##### ENTRIES PROVIDED #####
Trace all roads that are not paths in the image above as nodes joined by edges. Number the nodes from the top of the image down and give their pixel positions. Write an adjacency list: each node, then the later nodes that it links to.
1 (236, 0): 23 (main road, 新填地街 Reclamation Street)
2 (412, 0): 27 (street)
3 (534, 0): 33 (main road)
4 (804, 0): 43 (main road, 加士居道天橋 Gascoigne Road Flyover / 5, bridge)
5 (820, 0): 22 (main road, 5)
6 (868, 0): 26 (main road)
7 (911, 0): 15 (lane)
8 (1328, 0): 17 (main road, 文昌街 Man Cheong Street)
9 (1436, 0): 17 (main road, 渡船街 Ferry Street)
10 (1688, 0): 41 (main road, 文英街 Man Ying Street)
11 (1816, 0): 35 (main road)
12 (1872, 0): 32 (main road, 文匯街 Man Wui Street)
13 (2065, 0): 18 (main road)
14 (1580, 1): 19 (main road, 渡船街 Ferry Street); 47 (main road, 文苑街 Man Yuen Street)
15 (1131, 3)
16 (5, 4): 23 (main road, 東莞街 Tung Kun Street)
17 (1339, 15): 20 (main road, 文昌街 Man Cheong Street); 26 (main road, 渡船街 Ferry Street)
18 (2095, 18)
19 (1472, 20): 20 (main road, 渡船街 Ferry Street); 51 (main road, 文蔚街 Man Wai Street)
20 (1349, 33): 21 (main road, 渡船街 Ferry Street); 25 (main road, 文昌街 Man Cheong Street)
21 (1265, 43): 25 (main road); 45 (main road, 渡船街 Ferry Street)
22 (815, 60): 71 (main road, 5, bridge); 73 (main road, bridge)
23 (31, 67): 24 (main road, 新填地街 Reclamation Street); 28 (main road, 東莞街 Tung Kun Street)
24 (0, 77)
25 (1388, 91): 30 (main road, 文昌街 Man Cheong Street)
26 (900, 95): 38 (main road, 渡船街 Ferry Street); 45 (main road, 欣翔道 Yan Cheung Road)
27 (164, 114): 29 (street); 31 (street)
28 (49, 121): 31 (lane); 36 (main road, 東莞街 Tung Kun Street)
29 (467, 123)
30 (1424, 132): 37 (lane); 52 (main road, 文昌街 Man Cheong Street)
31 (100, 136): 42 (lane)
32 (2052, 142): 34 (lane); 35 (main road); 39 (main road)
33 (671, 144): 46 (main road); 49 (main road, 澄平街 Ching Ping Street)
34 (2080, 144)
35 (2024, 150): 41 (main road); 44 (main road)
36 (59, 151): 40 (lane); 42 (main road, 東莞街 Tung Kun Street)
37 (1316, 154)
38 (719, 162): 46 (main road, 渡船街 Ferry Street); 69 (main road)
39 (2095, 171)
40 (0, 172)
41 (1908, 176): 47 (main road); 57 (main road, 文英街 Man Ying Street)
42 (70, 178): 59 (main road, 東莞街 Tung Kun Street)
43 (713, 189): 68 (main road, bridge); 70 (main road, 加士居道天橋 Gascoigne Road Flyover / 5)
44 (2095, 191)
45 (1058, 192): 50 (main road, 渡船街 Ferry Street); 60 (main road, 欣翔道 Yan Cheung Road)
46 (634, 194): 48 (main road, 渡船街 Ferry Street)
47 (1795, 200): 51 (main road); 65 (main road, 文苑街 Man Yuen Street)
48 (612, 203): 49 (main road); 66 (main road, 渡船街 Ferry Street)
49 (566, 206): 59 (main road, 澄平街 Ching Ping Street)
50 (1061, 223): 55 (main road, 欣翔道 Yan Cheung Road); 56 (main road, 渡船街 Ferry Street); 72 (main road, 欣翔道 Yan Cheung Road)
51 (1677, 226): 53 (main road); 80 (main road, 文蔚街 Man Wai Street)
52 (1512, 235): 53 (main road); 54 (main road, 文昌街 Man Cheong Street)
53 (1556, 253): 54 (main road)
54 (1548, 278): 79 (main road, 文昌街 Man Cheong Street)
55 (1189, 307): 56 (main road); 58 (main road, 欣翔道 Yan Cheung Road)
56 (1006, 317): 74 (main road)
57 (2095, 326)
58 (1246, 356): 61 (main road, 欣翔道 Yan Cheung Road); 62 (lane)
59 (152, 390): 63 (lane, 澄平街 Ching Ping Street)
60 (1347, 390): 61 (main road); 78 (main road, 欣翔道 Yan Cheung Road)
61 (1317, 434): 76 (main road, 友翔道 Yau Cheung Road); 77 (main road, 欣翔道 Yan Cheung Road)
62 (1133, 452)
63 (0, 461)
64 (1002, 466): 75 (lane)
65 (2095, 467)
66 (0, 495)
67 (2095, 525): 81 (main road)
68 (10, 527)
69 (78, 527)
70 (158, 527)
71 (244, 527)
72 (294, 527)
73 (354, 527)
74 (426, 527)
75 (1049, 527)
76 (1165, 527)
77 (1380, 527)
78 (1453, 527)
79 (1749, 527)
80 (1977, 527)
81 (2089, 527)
#####
§ PROMPT
Write out every line of the data again, exactly as it reads.

§ ANSWER AREA
Trace all roads that are not paths in the image above as nodes joined by edges. Number the nodes from the top of the image down and give their pixel positions. Write an adjacency list: each node, then the later nodes that it links to.
1 (236, 0): 23 (main road, 新填地街 Reclamation Street)
2 (412, 0): 27 (street)
3 (534, 0): 33 (main road)
4 (804, 0): 43 (main road, 加士居道天橋 Gascoigne Road Flyover / 5, bridge)
5 (820, 0): 22 (main road, 5)
6 (868, 0): 26 (main road)
7 (911, 0): 15 (lane)
8 (1328, 0): 17 (main road, 文昌街 Man Cheong Street)
9 (1436, 0): 17 (main road, 渡船街 Ferry Street)
10 (1688, 0): 41 (main road, 文英街 Man Ying Street)
11 (1816, 0): 35 (main road)
12 (1872, 0): 32 (main road, 文匯街 Man Wui Street)
13 (2065, 0): 18 (main road)
14 (1580, 1): 19 (main road, 渡船街 Ferry Street); 47 (main road, 文苑街 Man Yuen Street)
15 (1131, 3)
16 (5, 4): 23 (main road, 東莞街 Tung Kun Street)
17 (1339, 15): 20 (main road, 文昌街 Man Cheong Street); 26 (main road, 渡船街 Ferry Street)
18 (2095, 18)
19 (1472, 20): 20 (main road, 渡船街 Ferry Street); 51 (main road, 文蔚街 Man Wai Street)
20 (1349, 33): 21 (main road, 渡船街 Ferry Street); 25 (main road, 文昌街 Man Cheong Street)
21 (1265, 43): 25 (main road); 45 (main road, 渡船街 Ferry Street)
22 (815, 60): 71 (main road, 5, bridge); 73 (main road, bridge)
23 (31, 67): 24 (main road, 新填地街 Reclamation Street); 28 (main road, 東莞街 Tung Kun Street)
24 (0, 77)
25 (1388, 91): 30 (main road, 文昌街 Man Cheong Street)
26 (900, 95): 38 (main road, 渡船街 Ferry Street); 45 (main road, 欣翔道 Yan Cheung Road)
27 (164, 114): 29 (street); 31 (street)
28 (49, 121): 31 (lane); 36 (main road, 東莞街 Tung Kun Street)
29 (467, 123)
30 (1424, 132): 37 (lane); 52 (main road, 文昌街 Man Cheong Street)
31 (100, 136): 42 (lane)
32 (2052, 142): 34 (lane); 35 (main road); 39 (main road)
33 (671, 144): 46 (main road); 49 (main road, 澄平街 Ching Ping Street)
34 (2080, 144)
35 (2024, 150): 41 (main road); 44 (main road)
36 (59, 151): 40 (lane); 42 (main road, 東莞街 Tung Kun Street)
37 (1316, 154)
38 (719, 162): 46 (main road, 渡船街 Ferry Street); 69 (main road)
39 (2095, 171)
40 (0, 172)
41 (1908, 176): 47 (main road); 57 (main road, 文英街 Man Ying Street)
42 (70, 178): 59 (main road, 東莞街 Tung Kun Street)
43 (713, 189): 68 (main road, bridge); 70 (main road, 加士居道天橋 Gascoigne Road Flyover / 5)
44 (2095, 191)
45 (1058, 192): 50 (main road, 渡船街 Ferry Street); 60 (main road, 欣翔道 Yan Cheung Road)
46 (634, 194): 48 (main road, 渡船街 Ferry Street)
47 (1795, 200): 51 (main road); 65 (main road, 文苑街 Man Yuen Street)
48 (612, 203): 49 (main road); 66 (main road, 渡船街 Ferry Street)
49 (566, 206): 59 (main road, 澄平街 Ching Ping Street)
50 (1061, 223): 55 (main road, 欣翔道 Yan Cheung Road); 56 (main road, 渡船街 Ferry Street); 72 (main road, 欣翔道 Yan Cheung Road)
51 (1677, 226): 53 (main road); 80 (main road, 文蔚街 Man Wai Street)
52 (1512, 235): 53 (main road); 54 (main road, 文昌街 Man Cheong Street)
53 (1556, 253): 54 (main road)
54 (1548, 278): 79 (main road, 文昌街 Man Cheong Street)
55 (1189, 307): 56 (main road); 58 (main road, 欣翔道 Yan Cheung Road)
56 (1006, 317): 74 (main road)
57 (2095, 326)
58 (1246, 356): 61 (main road, 欣翔道 Yan Cheung Road); 62 (lane)
59 (152, 390): 63 (lane, 澄平街 Ching Ping Street)
60 (1347, 390): 61 (main road); 78 (main road, 欣翔道 Yan Cheung Road)
61 (1317, 434): 76 (main road, 友翔道 Yau Cheung Road); 77 (main road, 欣翔道 Yan Cheung Road)
62 (1133, 452)
63 (0, 461)
64 (1002, 466): 75 (lane)
65 (2095, 467)
66 (0, 495)
67 (2095, 525): 81 (main road)
68 (10, 527)
69 (78, 527)
70 (158, 527)
71 (244, 527)
72 (294, 527)
73 (354, 527)
74 (426, 527)
75 (1049, 527)
76 (1165, 527)
77 (1380, 527)
78 (1453, 527)
79 (1749, 527)
80 (1977, 527)
81 (2089, 527)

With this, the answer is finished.